A Year-Round Approach to Building the Tennis Athlete
I’ve said it before but I’ll say it again - the most specific form of training for tennis is playing tennis! Thus, tennis training - which includes on-court drills, live ball hitting, practice sets (and even tournament matches) - is the truest form of ‘sport-specific physical training’ for tennis.
So if you hear someone talk about ‘sport-specific training’ and they’re jumping on a bosu ball, performing shadow swings on the beach or some other random exercise, that is NOT sport specificity.
The question then becomes, why do any off-court training at all? Wouldn’t it be better to simply play tennis and call it a day?
It’s a tricky dilemma because playing tennis elicits tennis-specific adaptations. These are usually favorable…to a point. For instance, it’s a good thing we gain shoulder internal rotation strength from serving but if we serve too much or don’t rest enough between sessions or any combination of the two, those tissues will get overly fatigued + range of motion (ROM) may decrease along the way.
In this case, gaining general strength/power might help - other muscles will support the shoulder during serving, for example. We could also adhere to a stretching/mobility program to help restore ROM after tennis sessions. And certain types of training modalities (like submax med ball throws) might help with the recovery process - which could allow us to practice more frequently.
All that to say this - if you want to improve on-court movement abilities, or striking power on groundies, or agility - we need to make the tennis player more athletic and robust.
To make a tennis player more athletic, we need to apply the most potent training stimuli that will improve strength, power, speed etc. The best ways to do that include:
Big bang strength exercises - squat, deadlift, lunge
Accel + speed training - linear sprints
COD training - 505, 10-0-5
Explosive training - various plyometrics + ballistic/Oly lifts
Throwing - med ball + plyo ball variations
These are typically considered ‘general training means’ - but they elicit adaptations that will allow for a greater expression of sport-specificity (tennis play). How much attention you give to one area versus another will depend on a player’s needs.
If, for instance, a player is lacking power on their serve, improving ground reaction force abilities would be a high priority (best tackled with a squat or squat derivative).
How to Organize Off-Court Training
In many sports, general training is typically performed cyclically - i.e for several consecutive months a year or for certain blocks a few times a year.
It seems like in tennis, this is harder to accomplish - many will blame tournament schedules but I think it’s also stubbornness from players and coaches that aren’t willing to take a break from tennis to develop greater athletic abilities.
Note - I encourage all players and coaches to at least take 8 weeks (and as much as 12 weeks) for an off-season training program. You don’t have to stop tennis, just plan sessions in a manner that allows you to focus a ‘little bit more’ on the physical work we mentioned above.
If you’re not willing to take time away from the court to use these highly potent training means to improve athleticism, you’ll have to use a strategy that allows for consistent implementation year-round.

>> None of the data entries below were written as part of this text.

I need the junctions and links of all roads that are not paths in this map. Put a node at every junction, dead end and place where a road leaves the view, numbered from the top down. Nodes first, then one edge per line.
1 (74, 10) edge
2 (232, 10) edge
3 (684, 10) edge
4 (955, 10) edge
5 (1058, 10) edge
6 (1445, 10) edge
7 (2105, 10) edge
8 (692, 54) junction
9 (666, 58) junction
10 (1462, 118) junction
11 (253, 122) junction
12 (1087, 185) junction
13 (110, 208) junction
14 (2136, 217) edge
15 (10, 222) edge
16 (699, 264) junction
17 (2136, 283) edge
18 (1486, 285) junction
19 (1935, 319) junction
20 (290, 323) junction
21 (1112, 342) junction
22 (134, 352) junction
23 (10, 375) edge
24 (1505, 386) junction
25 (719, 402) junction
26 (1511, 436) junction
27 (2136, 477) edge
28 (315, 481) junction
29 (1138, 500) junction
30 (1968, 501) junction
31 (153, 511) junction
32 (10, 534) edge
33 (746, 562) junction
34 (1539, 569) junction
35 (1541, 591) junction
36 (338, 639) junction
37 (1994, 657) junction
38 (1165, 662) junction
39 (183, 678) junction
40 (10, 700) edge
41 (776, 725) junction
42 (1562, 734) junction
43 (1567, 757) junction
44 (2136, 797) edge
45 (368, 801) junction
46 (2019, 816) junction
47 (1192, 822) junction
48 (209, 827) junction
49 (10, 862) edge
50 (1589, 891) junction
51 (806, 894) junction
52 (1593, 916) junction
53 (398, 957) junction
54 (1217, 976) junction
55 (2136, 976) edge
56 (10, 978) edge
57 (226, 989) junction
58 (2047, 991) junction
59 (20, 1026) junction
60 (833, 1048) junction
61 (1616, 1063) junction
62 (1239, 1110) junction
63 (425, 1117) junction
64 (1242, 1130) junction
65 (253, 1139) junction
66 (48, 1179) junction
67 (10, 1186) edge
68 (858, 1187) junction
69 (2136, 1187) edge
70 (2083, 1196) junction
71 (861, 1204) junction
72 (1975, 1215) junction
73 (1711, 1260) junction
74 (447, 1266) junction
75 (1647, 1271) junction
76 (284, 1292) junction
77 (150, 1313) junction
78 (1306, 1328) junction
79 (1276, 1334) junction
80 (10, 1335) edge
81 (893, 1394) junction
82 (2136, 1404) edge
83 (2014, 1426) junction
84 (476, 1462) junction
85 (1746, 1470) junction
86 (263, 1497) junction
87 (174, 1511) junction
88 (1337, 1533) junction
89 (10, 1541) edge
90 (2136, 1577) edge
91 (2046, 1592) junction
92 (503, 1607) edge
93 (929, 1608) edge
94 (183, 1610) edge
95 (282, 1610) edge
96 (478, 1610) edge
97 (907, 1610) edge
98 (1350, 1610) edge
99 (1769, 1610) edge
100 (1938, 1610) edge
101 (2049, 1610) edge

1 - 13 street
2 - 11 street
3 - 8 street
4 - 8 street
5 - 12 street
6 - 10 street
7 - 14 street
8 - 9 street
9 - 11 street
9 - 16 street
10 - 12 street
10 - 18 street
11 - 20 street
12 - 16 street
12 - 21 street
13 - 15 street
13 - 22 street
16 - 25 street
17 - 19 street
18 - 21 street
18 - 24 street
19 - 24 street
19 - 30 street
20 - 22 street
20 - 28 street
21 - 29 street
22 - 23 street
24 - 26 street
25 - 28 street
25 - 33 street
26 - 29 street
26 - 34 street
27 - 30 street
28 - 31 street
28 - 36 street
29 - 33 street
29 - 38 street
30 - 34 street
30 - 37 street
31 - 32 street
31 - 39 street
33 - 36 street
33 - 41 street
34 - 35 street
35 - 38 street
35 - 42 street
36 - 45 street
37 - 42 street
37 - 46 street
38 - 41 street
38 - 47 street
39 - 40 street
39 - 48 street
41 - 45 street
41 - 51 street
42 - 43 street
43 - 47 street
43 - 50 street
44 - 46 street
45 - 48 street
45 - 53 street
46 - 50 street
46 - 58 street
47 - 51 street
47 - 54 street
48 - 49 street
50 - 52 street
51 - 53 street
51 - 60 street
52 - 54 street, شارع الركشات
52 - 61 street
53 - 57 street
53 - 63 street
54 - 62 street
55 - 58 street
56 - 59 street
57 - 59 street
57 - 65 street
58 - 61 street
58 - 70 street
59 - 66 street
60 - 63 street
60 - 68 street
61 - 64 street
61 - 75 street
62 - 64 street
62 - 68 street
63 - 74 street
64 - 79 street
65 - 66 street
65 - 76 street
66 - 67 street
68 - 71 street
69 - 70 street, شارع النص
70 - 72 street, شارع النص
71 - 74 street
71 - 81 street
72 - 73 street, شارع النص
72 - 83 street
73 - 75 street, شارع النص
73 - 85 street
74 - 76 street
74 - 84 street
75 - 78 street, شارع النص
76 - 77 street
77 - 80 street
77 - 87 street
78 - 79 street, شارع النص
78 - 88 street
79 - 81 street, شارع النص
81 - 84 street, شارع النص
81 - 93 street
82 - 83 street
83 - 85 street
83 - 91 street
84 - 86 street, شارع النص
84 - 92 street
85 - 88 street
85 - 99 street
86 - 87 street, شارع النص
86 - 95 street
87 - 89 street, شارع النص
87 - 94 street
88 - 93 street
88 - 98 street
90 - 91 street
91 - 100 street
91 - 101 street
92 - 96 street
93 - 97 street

That would mean including workouts at strategic times during competitive blocks - between tournaments (or in some cases, within events themselves).
There are many players that lift weights, sprint and perform high-powered training during tournament weeks. The reason is simple - this is the stuff that tends to decrease / get detrained. Plus, a lot of conditioning work gets overemphasized - how can a player be unfit practicing + playing for hours every day?!
We therefore have 3 primary options when it comes to physical prep:
Perform an off-season block of 8-12 weeks.
Use an in-season training approach year-round.
Combine the 2! Using a pre-season training block coupled with an in-season program will set players apart from their competitors (at least from a physical standpoint).
Lastly, while I believe that general training - like using squats, for instance - is a terrific way to gain adaptations in both neural (muscle recruitment type, rate coding etc - think being more explosive) and structural (think an increase in muscle tissue that can be an aid in injury prevention strategies). But, this type of training can have several adverse effects if done too frequently in-season.
As an example, there are other ways we can maintain strength, for instance, without performing any static lifts whatsoever - and shift the workouts towards more of the explosive/power end of the spectrum compared to ‘pure strength’.
We can utilize more ballistic lifts with dumbbells or olympic lifts - these will allow us to maintain strength while also targeting positions that are more angle/joint specific to tennis.
To summarize, remember this - playing tennis is sport specific. Adding resistance to tennis movements by mimicking them - will typically add very little to your training and may actually disrupt mechanics/technique.
And using highly potent training means has the potential to make everything better.